Viner I, 70 P.3d at 1051-52 (emphasis in original) (quoting John H. Bauman, Damages for Legal Malpractice: An Appraisal of the Crumbling Dike and the Threatening Flood, 61 Temp. L. Rev. 1127, 1154-55 (1988)).
After remand by the California Supreme Court and a retrial, the California Court of Appeals rejected the plaintiffs’ argument that in a “no deal” scenario, they established causation based on their claim that the lawyers’ negligence in documenting a transaction caused them, in part, to lose various business opportunities. See Viner II, 12 Cal. Rptr. 3d at 540-43. In that regard, the court concluded that the plaintiffs “presented no evidence any better deal was possible — the deal they wanted or a different but nonetheless economically preferable transaction with either [the buyer] or some other entity.” Id. at 544 n.13.
Similarly, in Bourne v. Lajoie, 540 A.2d 359 (Vt. 1987), the seller in a real estate transaction brought a malpractice claim against her lawyer, alleging, in part, that the lawyer’s negligent draftsmanship of a deed that referenced a list of parcels to be retained by the seller caused her to suffer damages in the form of a lost opportunity to sell two parcels omitted from the list in the deed. The Vermont Supreme Court affirmed the trial court’s dismissal of this claim for lack of causation. The court held that this “contention is based only on [the seller’s] speculation that she would have been able to sell the property, rather than on evidence of an actual offer from a prospective purchaser which she was unable to pursue.” Id. at 364.
Other state courts have reached similar conclusions in cases involving transactional professional negligence. See Girardi v. Gabriel, 649 N.E.2d 805, 808-09 (Mass. App. Ct. 1995) (upholding summary judgment for the defendant-attorneys on grounds that the plaintiff’s evidence consisted only of “assumptions” and that the plaintiff did not present evidence from which a jury could conclude that the attorneys’ negligence caused an estate to lose its assets); Froom v. Perel, 872 A.2d 1067, 1075-80 (N.J. Super. Ct. App. Div. 2005) (rejecting the plaintiffs’ claim that alleged transactional negligence by their attorneys caused the plaintiffs to lose a 50% interest in a real estate development project on the grounds that expert testimony on the issue of causation was necessary and that the testimony presented by the plaintiffs was no more than bare conclusions that were unsupported by any factual evidence).

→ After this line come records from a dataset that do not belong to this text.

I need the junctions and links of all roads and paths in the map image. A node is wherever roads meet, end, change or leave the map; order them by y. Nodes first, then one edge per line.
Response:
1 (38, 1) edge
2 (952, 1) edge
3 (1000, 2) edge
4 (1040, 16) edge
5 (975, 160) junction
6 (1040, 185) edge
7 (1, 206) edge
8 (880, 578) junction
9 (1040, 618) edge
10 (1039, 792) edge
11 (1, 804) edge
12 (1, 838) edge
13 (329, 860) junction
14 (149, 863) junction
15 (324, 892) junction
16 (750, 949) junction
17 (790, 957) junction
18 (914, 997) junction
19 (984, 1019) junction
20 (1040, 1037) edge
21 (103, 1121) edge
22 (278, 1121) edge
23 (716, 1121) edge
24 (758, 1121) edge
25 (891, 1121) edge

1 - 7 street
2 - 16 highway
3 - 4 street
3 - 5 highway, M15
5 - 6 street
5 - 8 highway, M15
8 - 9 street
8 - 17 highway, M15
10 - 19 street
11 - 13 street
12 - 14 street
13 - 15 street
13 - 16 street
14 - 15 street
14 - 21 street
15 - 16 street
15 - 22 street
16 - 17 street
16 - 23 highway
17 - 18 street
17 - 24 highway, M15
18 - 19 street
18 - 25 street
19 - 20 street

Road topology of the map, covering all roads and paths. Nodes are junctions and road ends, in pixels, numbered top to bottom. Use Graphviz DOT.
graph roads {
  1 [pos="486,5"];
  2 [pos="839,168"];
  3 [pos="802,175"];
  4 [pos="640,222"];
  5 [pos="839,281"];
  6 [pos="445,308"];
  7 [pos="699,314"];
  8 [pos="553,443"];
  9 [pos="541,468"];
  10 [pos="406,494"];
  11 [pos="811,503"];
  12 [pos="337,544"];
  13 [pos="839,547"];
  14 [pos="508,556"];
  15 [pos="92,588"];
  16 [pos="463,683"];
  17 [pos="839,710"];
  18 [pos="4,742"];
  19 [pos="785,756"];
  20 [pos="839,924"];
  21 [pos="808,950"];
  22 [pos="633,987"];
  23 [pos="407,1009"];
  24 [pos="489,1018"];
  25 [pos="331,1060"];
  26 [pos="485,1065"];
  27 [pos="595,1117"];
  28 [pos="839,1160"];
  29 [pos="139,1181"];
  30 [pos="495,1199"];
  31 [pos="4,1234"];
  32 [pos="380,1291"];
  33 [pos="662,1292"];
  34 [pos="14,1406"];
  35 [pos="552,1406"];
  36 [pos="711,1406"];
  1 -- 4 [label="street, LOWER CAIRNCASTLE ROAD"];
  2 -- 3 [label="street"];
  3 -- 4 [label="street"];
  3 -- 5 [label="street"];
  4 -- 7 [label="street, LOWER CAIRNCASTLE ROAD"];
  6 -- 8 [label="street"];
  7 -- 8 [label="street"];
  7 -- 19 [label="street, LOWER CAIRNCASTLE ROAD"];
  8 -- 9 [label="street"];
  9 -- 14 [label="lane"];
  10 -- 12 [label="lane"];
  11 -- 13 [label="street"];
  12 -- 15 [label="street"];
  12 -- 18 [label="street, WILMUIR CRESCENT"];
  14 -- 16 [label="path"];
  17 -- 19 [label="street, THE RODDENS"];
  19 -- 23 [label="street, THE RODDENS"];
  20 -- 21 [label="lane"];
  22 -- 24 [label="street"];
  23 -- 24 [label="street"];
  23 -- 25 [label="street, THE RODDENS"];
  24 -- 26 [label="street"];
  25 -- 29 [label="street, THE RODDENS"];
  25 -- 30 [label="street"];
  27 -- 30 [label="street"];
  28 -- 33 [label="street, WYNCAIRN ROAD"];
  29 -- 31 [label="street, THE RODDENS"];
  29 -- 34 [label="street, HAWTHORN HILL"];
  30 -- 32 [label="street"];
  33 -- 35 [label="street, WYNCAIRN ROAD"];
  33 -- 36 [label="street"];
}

In sum, I conclude that the sellers’ evidence here, in response to the brokers’ motion for summary judgment, was conclusory and speculative and did not satisfy the sellers’ burden to establish that there was a triable issue of fact on causation and fact of damages. See Cont’l Air Lines, Inc., 731 P.2d at 713. Accordingly, I would affirm the district court’s summary judgment in favor of the brokers on the negligence claims.
Because I would affirm the summary judgment on all claims, I would not (and do not) address the cross-appeal issue discussed in Section III of the majority opinion.
These opinions are not final. They may be modified, changed or withdrawn in accordance with Rules 40 and 49 of the Colorado Appellate Rules. Changes to or modifications of these opinions resulting from any action taken by the Court of Appeals or the Supreme Court are not incorporated here.